Catalano C E, Allen D J, Benkovic S J
Department of Chemistry, Pennsylvania State University, University Park 16802.
Biochemistry. 1990 Apr 17;29(15):3612-21. doi: 10.1021/bi00467a004.
The synthesis of an azidoDNA duplex and its use to photolabel DNA polymerases have been previously described (Gibson & Benkovic, 1987). We now present detailed experiments utilizing this azidoDNA photoprobe as a substrate for Escherichia coli DNA polymerase I (Klenow fragment) and the photoaffinity labeling of the protein. The azidoDNA duplex is an efficient substrate for both the polymerase and 3'----5' exonuclease activities of the enzyme. However, the hydrolytic degradation of the azido-bearing base is dramatically impaired. On the basis of the ability of these duplexes to photolabel the enzyme, we have determined that the protein contacts between five and seven bases of duplex DNA. Incubation of azidoDNA with the Klenow fragment in the presence of magnesium results in the in situ formation of a template-primer with the azido-bearing base bound at the polymerase catalytic site of the enzyme. Photolysis of this complex followed by proteolytic digestion and isolation of DNA-labeled peptides results in the identification of a single residue modified by the photoreactive DNA substrate. We identify Tyr766 as the modified amino acid and thus localize the catalytic site for polymerization in the protein. A mansyl-labeled DNA duplex has been prepared as a fluorescent probe of protein structure. This has been utilized to determine the location of the primer terminus when bound to the Klenow fragment. When the duplex contains five unpaired bases in the primer strand of the duplex, the primer terminus resides predominantly at the exonuclease catalytic site of the enzyme. Removal of the mismatched bases by the exonuclease activity of the enzyme yields a binary complex with the primer terminus now bound predominantly at the polymerase active site. Data are presented which suggest that the rate-limiting step in the exonuclease activity of the enzyme is translocation of the primer terminus from polymerase to exonuclease catalytic sites.

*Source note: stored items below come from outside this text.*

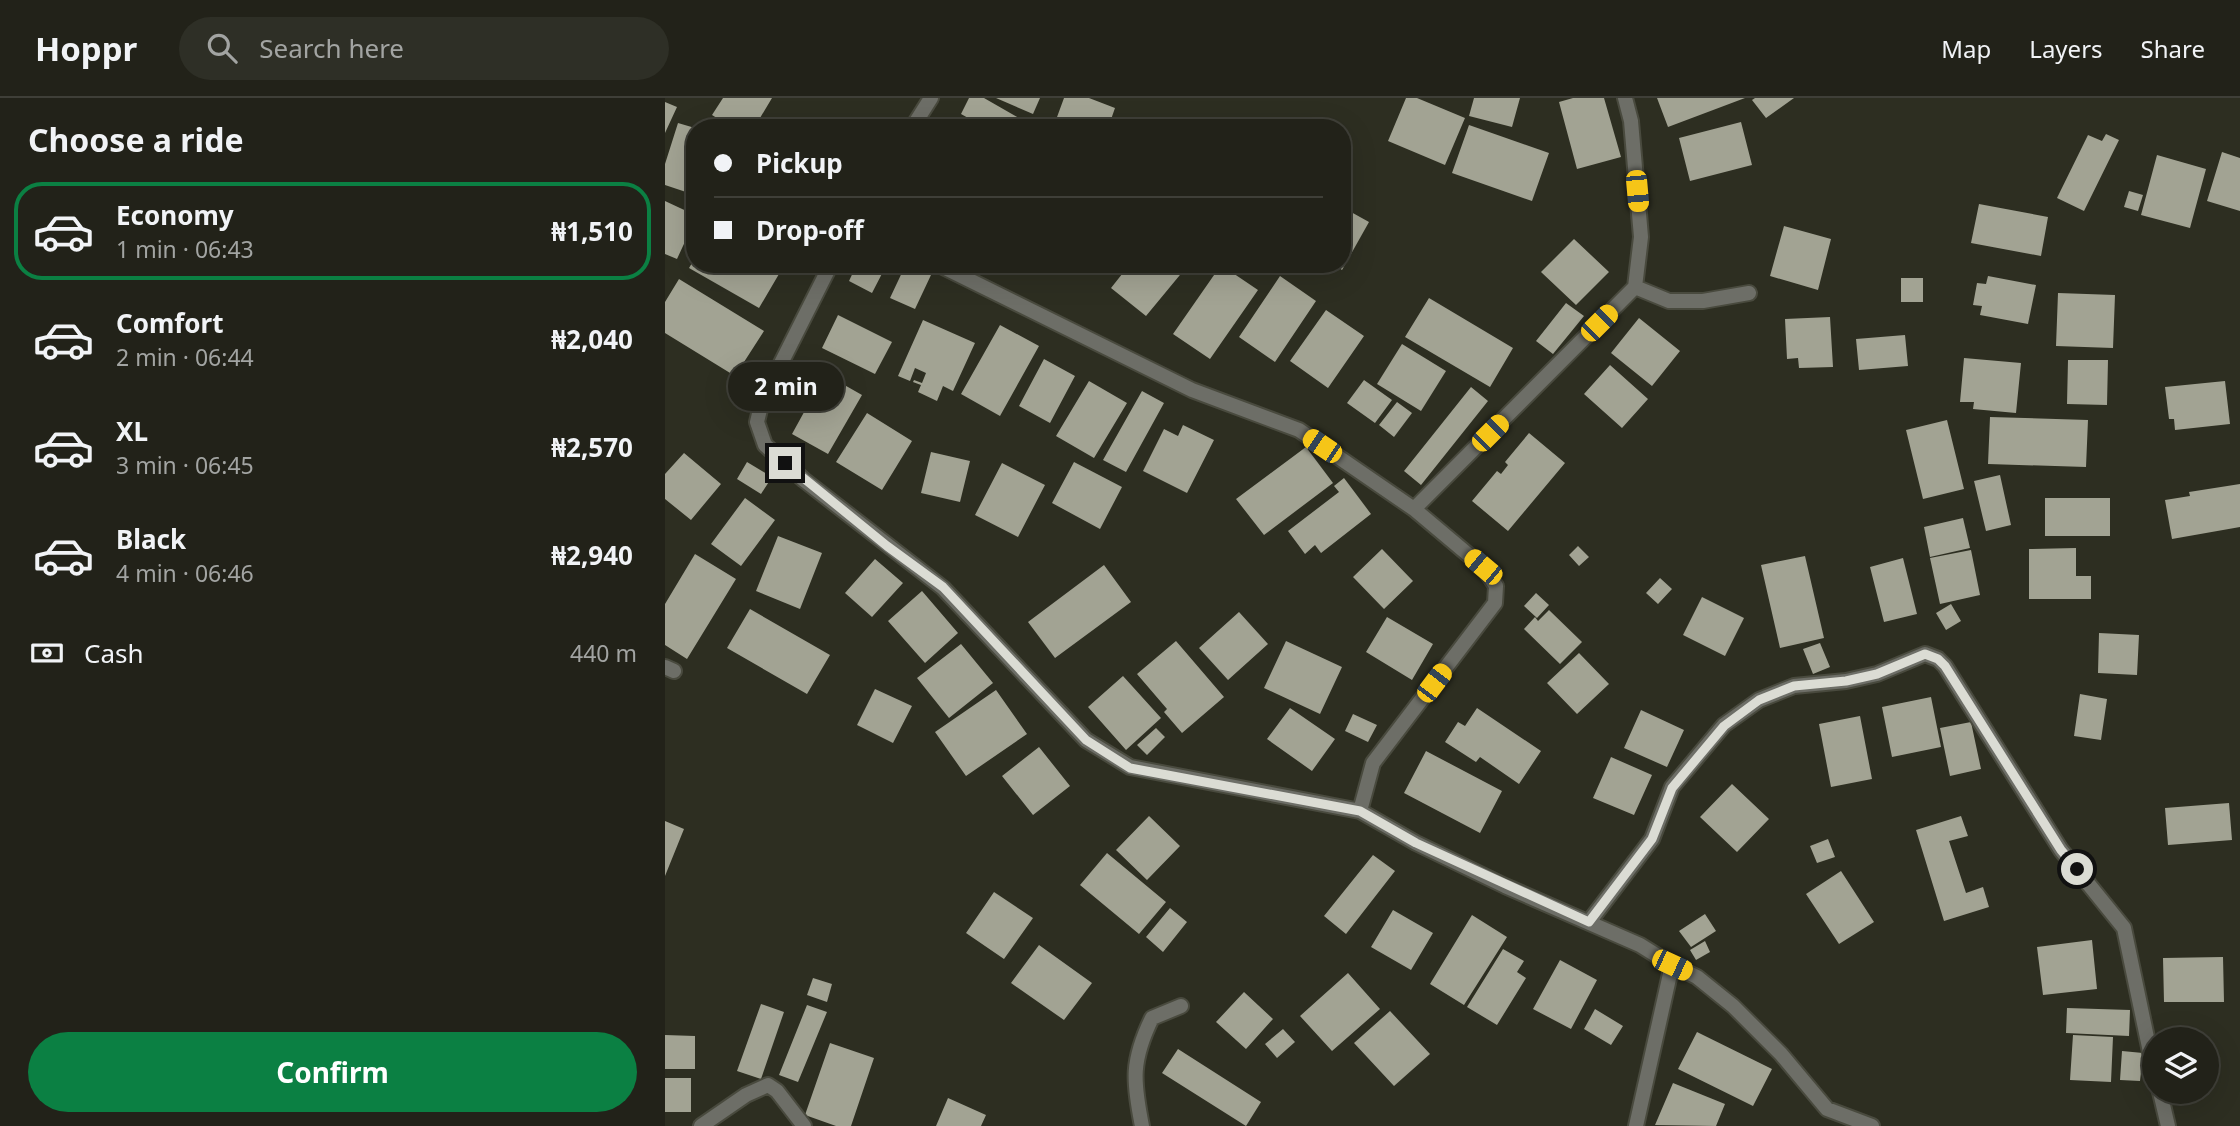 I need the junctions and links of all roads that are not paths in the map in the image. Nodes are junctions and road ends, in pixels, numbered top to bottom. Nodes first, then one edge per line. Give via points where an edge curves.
1 (931, 98) edge
2 (1625, 98) edge
3 (918, 119) edge
4 (826, 273) edge
5 (955, 273) edge
6 (1635, 287) junction
7 (1749, 293) dead end
8 (1414, 509) junction
9 (1360, 811) junction
10 (1589, 922) junction
11 (1672, 965) junction
12 (1181, 1006) dead end
13 (2145, 1027) edge
14 (2164, 1104) edge
15 (701, 1126) edge
16 (804, 1126) edge
17 (1142, 1126) edge
18 (1636, 1126) edge
19 (1872, 1126) edge
20 (2170, 1126) edge

1 - 3 street
2 - 6 street via 1641,237
4 - 9 street via 762,401 757,422 765,445 943,587 1086,740 1130,768
5 - 8 street via 1192,390 1299,430
6 - 7 street via 1669,300
6 - 8 street
8 - 9 street via 1483,567 1496,586 1495,603 1373,763
9 - 10 street via 1416,843
10 - 11 street
10 - 13 street via 1652,839 1672,788 1724,726 1759,700 1794,686 1877,674 1925,654 1945,666 2061,850 2124,928
11 - 18 street
11 - 19 street via 1697,977 1733,1006 1827,1109
12 - 17 street via 1152,1018 1140,1042 1133,1085
14 - 20 street
15 - 16 street via 768,1085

叠氮脱氧核糖核酸双链体的合成及其用于光标记DNA聚合酶的方法先前已有描述(吉布森和本科维奇,1987年)。我们现在展示利用这种叠氮脱氧核糖核酸光探针作为大肠杆菌DNA聚合酶I(克列诺片段)的底物以及对该蛋白质进行光亲和标记的详细实验。叠氮脱氧核糖核酸双链体是该酶聚合酶和3'→5'核酸外切酶活性的有效底物。然而,含叠氮碱基的水解降解显著受损。基于这些双链体对该酶进行光标记的能力,我们已确定蛋白质与双链DNA的五到七个碱基之间存在接触。在镁存在的情况下,将叠氮脱氧核糖核酸与克列诺片段一起温育会导致原位形成一个模板引物,其中含叠氮碱基结合在该酶的聚合酶催化位点。对该复合物进行光解,随后进行蛋白酶消化并分离DNA标记的肽段,从而鉴定出一个被光反应性DNA底物修饰的单一残基。我们确定酪氨酸766是被修饰的氨基酸,从而在蛋白质中定位聚合反应的催化位点。已制备了一种甘露糖基标记的DNA双链体作为蛋白质结构的荧光探针。这已被用于确定与克列诺片段结合时引物末端的位置。当双链体的引物链中含有五个未配对碱基时,引物末端主要位于该酶的核酸外切酶催化位点。通过该酶的核酸外切酶活性去除错配碱基会产生一种二元复合物,此时引物末端主要结合在聚合酶活性位点。所呈现的数据表明,该酶核酸外切酶活性中的限速步骤是引物末端从聚合酶催化位点向核酸外切酶催化位点的易位。